• **Task instructions**: Throughout the material below, count the lines that include the string "MARG", then report only the resulting number.

****************************************

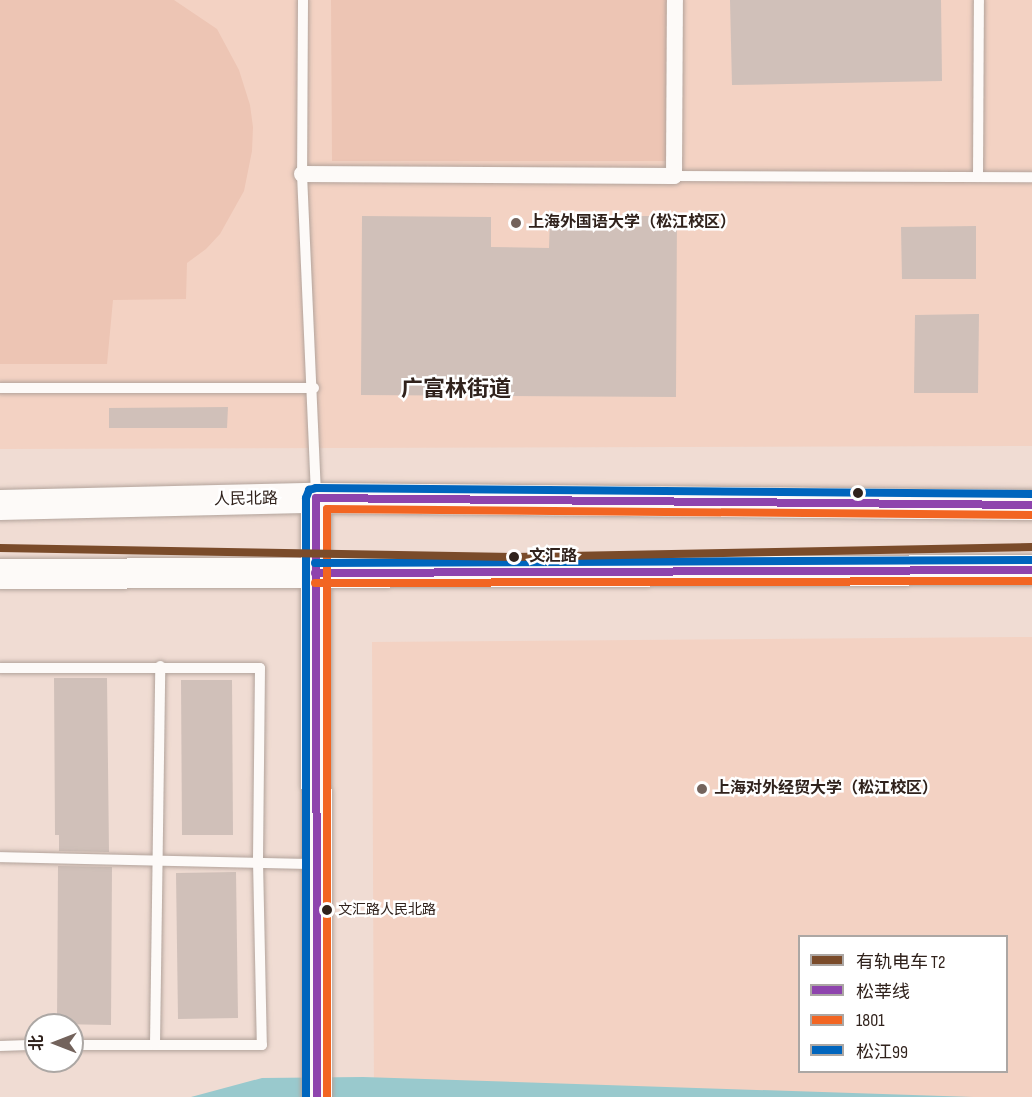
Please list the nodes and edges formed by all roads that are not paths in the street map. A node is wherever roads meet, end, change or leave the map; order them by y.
1 (303, 0) edge
2 (675, 0) edge
3 (979, 0) edge
4 (302, 174) junction
5 (674, 176) junction
6 (978, 177) junction
7 (1032, 177) edge
8 (0, 388) edge
9 (314, 388) junction
10 (316, 498) junction
11 (0, 505) edge
12 (1032, 505) edge
13 (1032, 570) edge
14 (315, 573) junction
15 (0, 574) edge
16 (160, 666) junction
17 (0, 668) edge
18 (0, 857) edge
19 (157, 859) junction
20 (258, 861) junction
21 (316, 864) junction
22 (24, 1045) edge
23 (84, 1045) edge
24 (154, 1045) junction
25 (0, 1046) edge
26 (317, 1097) edge

1 - 4 lane
2 - 5 street
3 - 6 lane
4 - 5 street
4 - 9 lane
5 - 6 lane
6 - 7 lane
8 - 9 lane
9 - 10 lane
10 - 11 main road, 人民北路
10 - 12 main road, 人民北路
10 - 14 main road
13 - 14 main road
14 - 15 main road
14 - 21 main road
16 - 17 lane
16 - 19 lane
16 - 20 lane
18 - 19 lane
19 - 20 lane
19 - 24 lane
20 - 21 lane
20 - 24 lane
21 - 26 main road
22 - 25 lane
23 - 24 lane

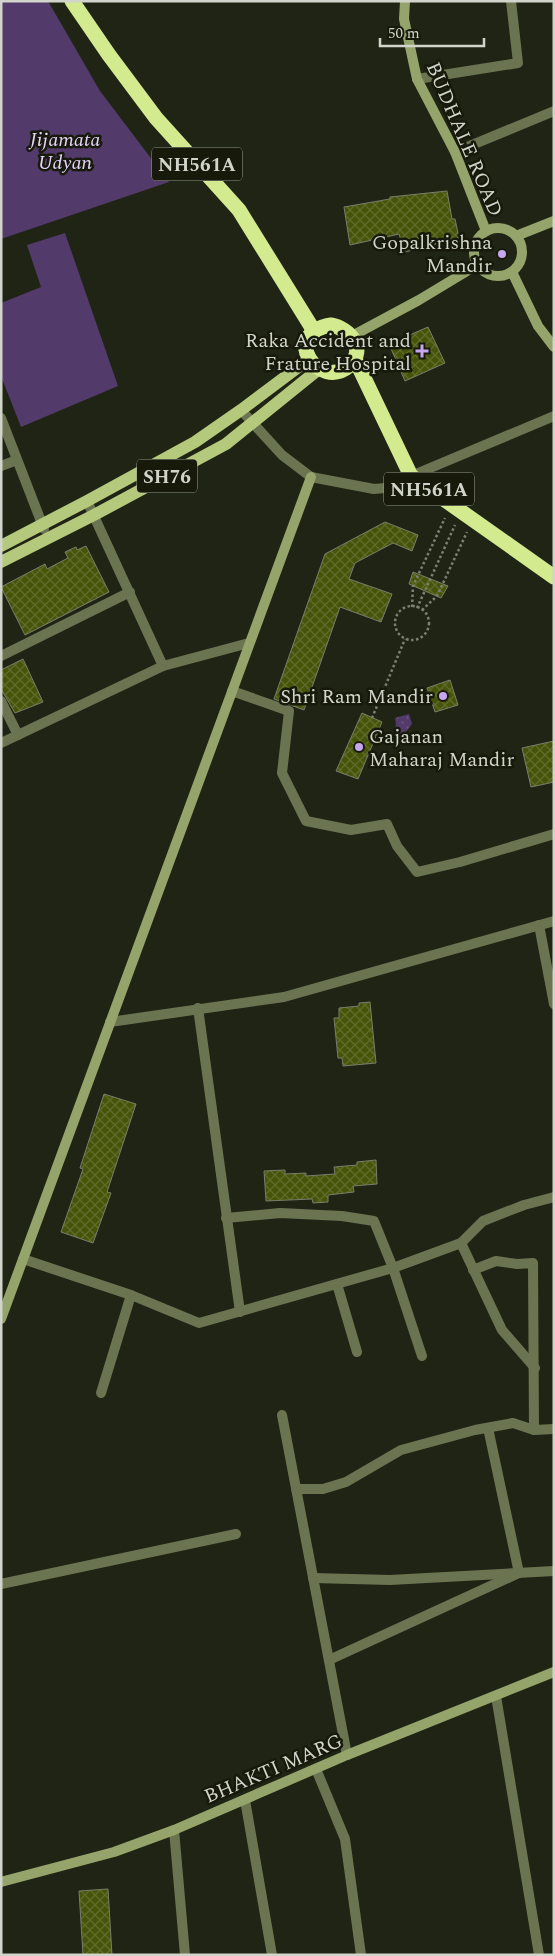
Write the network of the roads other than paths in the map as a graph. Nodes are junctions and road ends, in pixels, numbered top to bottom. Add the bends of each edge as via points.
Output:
1 (72, 1) edge
2 (404, 1) edge
3 (511, 1) edge
4 (417, 79) junction
5 (554, 111) edge
6 (454, 152) junction
7 (554, 221) edge
8 (486, 231) junction
9 (516, 236) junction
10 (477, 265) junction
11 (512, 272) junction
12 (314, 331) junction
13 (352, 336) junction
14 (554, 347) edge
15 (355, 359) junction
16 (314, 364) junction
17 (241, 410) junction
18 (554, 416) edge
19 (1, 418) edge
20 (252, 422) junction
21 (17, 460) junction
22 (1, 466) edge
23 (310, 476) junction
24 (411, 476) junction
25 (87, 501) junction
26 (94, 515) junction
27 (42, 525) junction
28 (47, 538) junction
29 (1, 546) edge
30 (1, 562) edge
31 (554, 577) edge
32 (130, 592) junction
33 (250, 643) junction
34 (1, 656) edge
35 (163, 666) junction
36 (232, 691) junction
37 (1, 701) edge
38 (18, 735) junction
39 (1, 743) edge
40 (554, 834) edge
41 (554, 921) edge
42 (538, 925) junction
43 (554, 1004) edge
44 (198, 1008) junction
45 (110, 1022) junction
46 (554, 1197) edge
47 (226, 1218) junction
48 (461, 1243) junction
49 (24, 1259) junction
50 (393, 1268) junction
51 (473, 1270) junction
52 (336, 1284) junction
53 (131, 1295) junction
54 (240, 1312) junction
55 (1, 1319) edge
56 (357, 1352) dead end
57 (422, 1356) dead end
58 (535, 1368) junction
59 (101, 1393) dead end
60 (282, 1415) dead end
61 (488, 1428) junction
62 (554, 1429) edge
63 (534, 1430) junction
64 (296, 1488) junction
65 (236, 1534) dead end
66 (554, 1571) edge
67 (519, 1573) junction
68 (313, 1578) junction
69 (1, 1584) edge
70 (329, 1660) junction
71 (554, 1672) edge
72 (496, 1696) junction
73 (347, 1755) junction
74 (316, 1769) junction
75 (245, 1800) junction
76 (174, 1830) junction
77 (1, 1882) edge
78 (186, 1955) edge
79 (272, 1955) edge
80 (361, 1955) edge
81 (540, 1955) edge

1 - 12 highway, NH561A via 156,118 239,210
2 - 4 street, BUDHALE ROAD via 404,19
3 - 4 street via 518,63
4 - 6 street, BUDHALE ROAD
5 - 6 street
6 - 8 street, BUDHALE ROAD
7 - 9 street
8 - 9 street via 502,228
8 - 10 street via 474,250
9 - 11 street via 521,259
10 - 11 street via 489,275
10 - 13 street
11 - 14 street via 538,326
12 - 13 highway via 331,325 346,330
12 - 16 highway via 304,348
13 - 15 highway, NH561A via 357,351
15 - 16 highway via 349,366 329,372
15 - 24 highway, NH561A
16 - 17 main road, SH76
16 - 20 main road, SH76
17 - 20 street
17 - 25 main road, SH76 via 194,442
18 - 24 street
19 - 21 street
20 - 23 street via 282,455
20 - 26 main road, SH76 via 204,457
21 - 22 street
21 - 27 street
23 - 24 street via 374,489 396,487
23 - 33 street
24 - 31 highway, NH561A
25 - 26 street
25 - 27 main road, SH76
26 - 28 main road, SH76
26 - 32 street
27 - 28 street
27 - 29 main road, SH76
28 - 30 main road, SH76
32 - 34 street
32 - 35 street
33 - 35 street
33 - 36 street
35 - 38 street
36 - 40 street via 289,711 282,773 306,821 351,830 387,824 397,846 417,872
36 - 45 street
37 - 38 street
38 - 39 street
41 - 42 street
42 - 43 street
42 - 44 street via 284,997
44 - 45 street
44 - 47 street
45 - 49 street
46 - 48 street via 483,1221
47 - 50 street via 280,1213 374,1221
47 - 54 street
48 - 50 street
48 - 51 street
49 - 53 street
49 - 55 street
50 - 52 street
50 - 57 street
51 - 58 street via 502,1330
51 - 58 street via 496,1261 534,1263
52 - 54 street
52 - 56 street
53 - 54 street via 199,1323
53 - 59 street
58 - 63 street
60 - 64 street
61 - 63 street via 513,1423
61 - 64 street via 401,1450 346,1482 323,1489
61 - 67 street
62 - 63 street
64 - 68 street
65 - 69 street
66 - 67 street
67 - 68 street via 390,1580
67 - 70 street
68 - 70 street
70 - 73 street
71 - 72 street, BHAKTI MARG
72 - 73 street, BHAKTI MARG
72 - 81 street
73 - 74 street, BHAKTI MARG
74 - 75 street, BHAKTI MARG
74 - 80 street via 345,1839
75 - 76 street, BHAKTI MARG
75 - 79 street
76 - 77 street, BHAKTI MARG via 114,1852
76 - 78 street

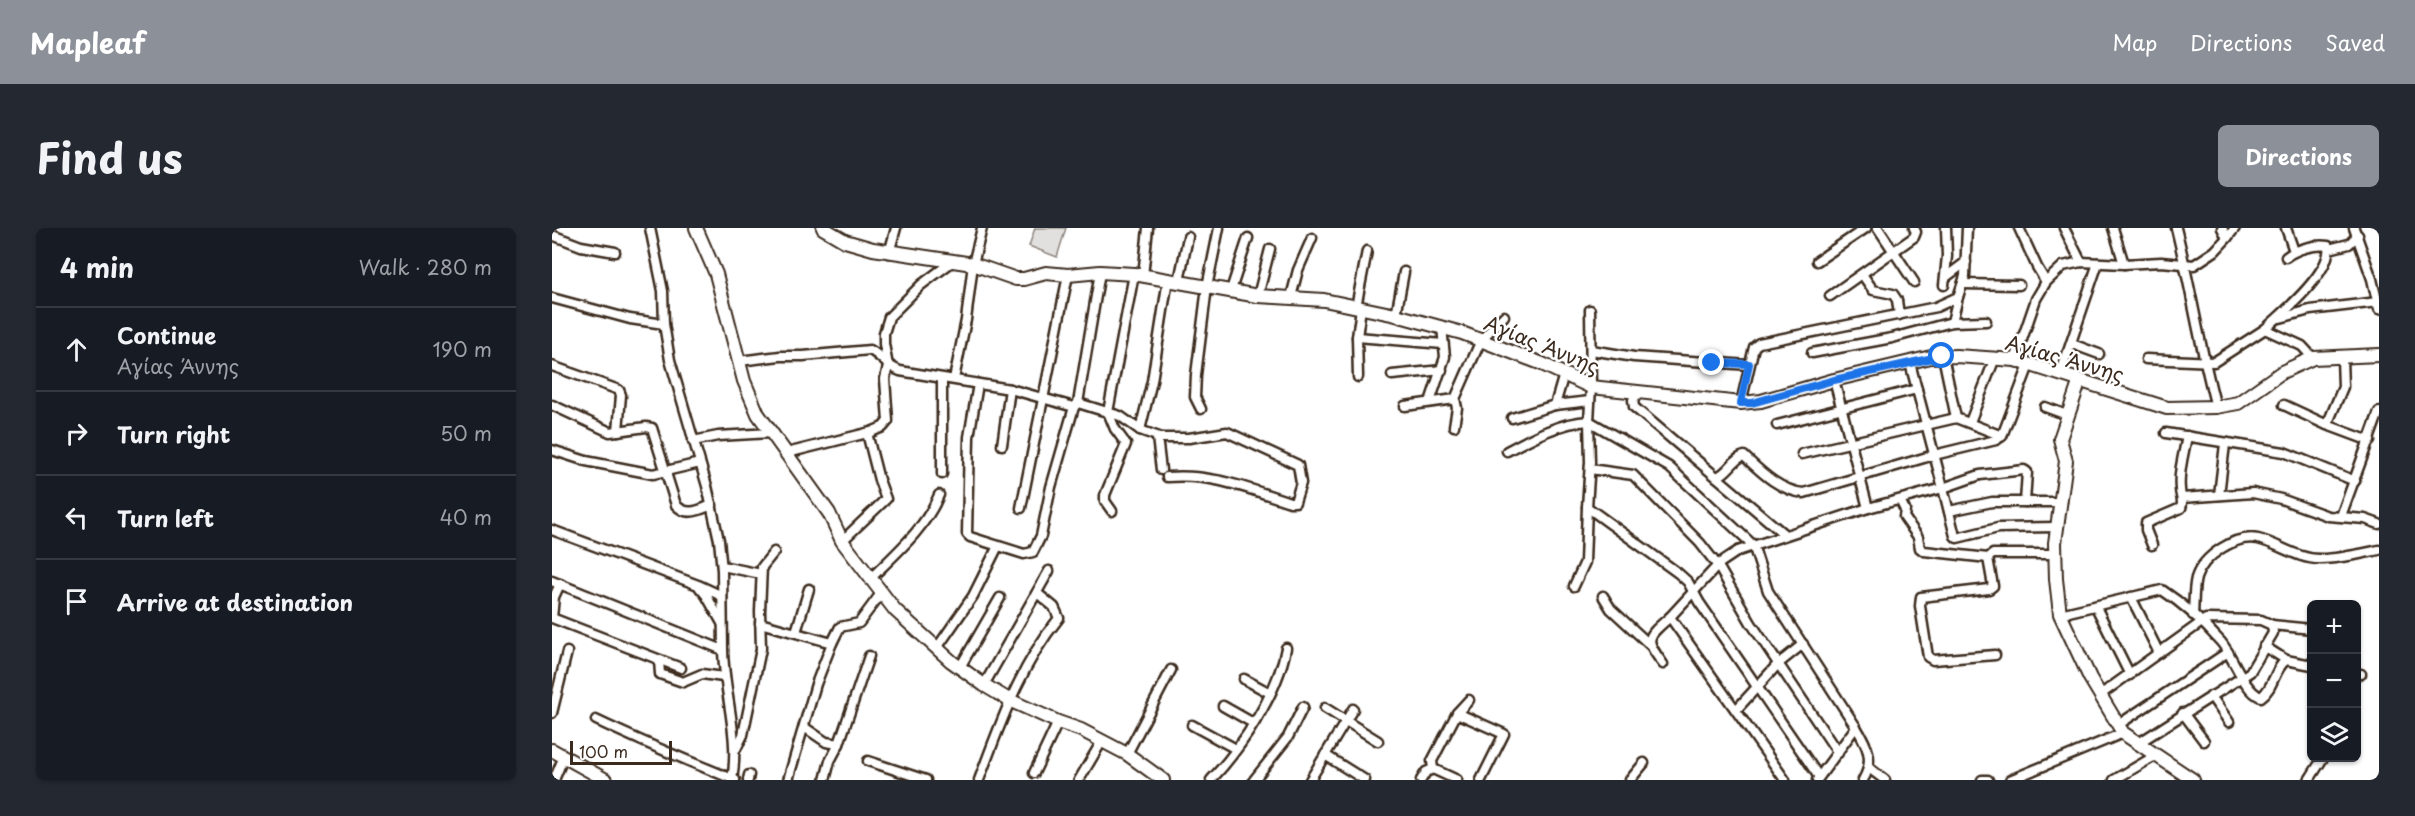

****************************************

• **Output for this task**: 6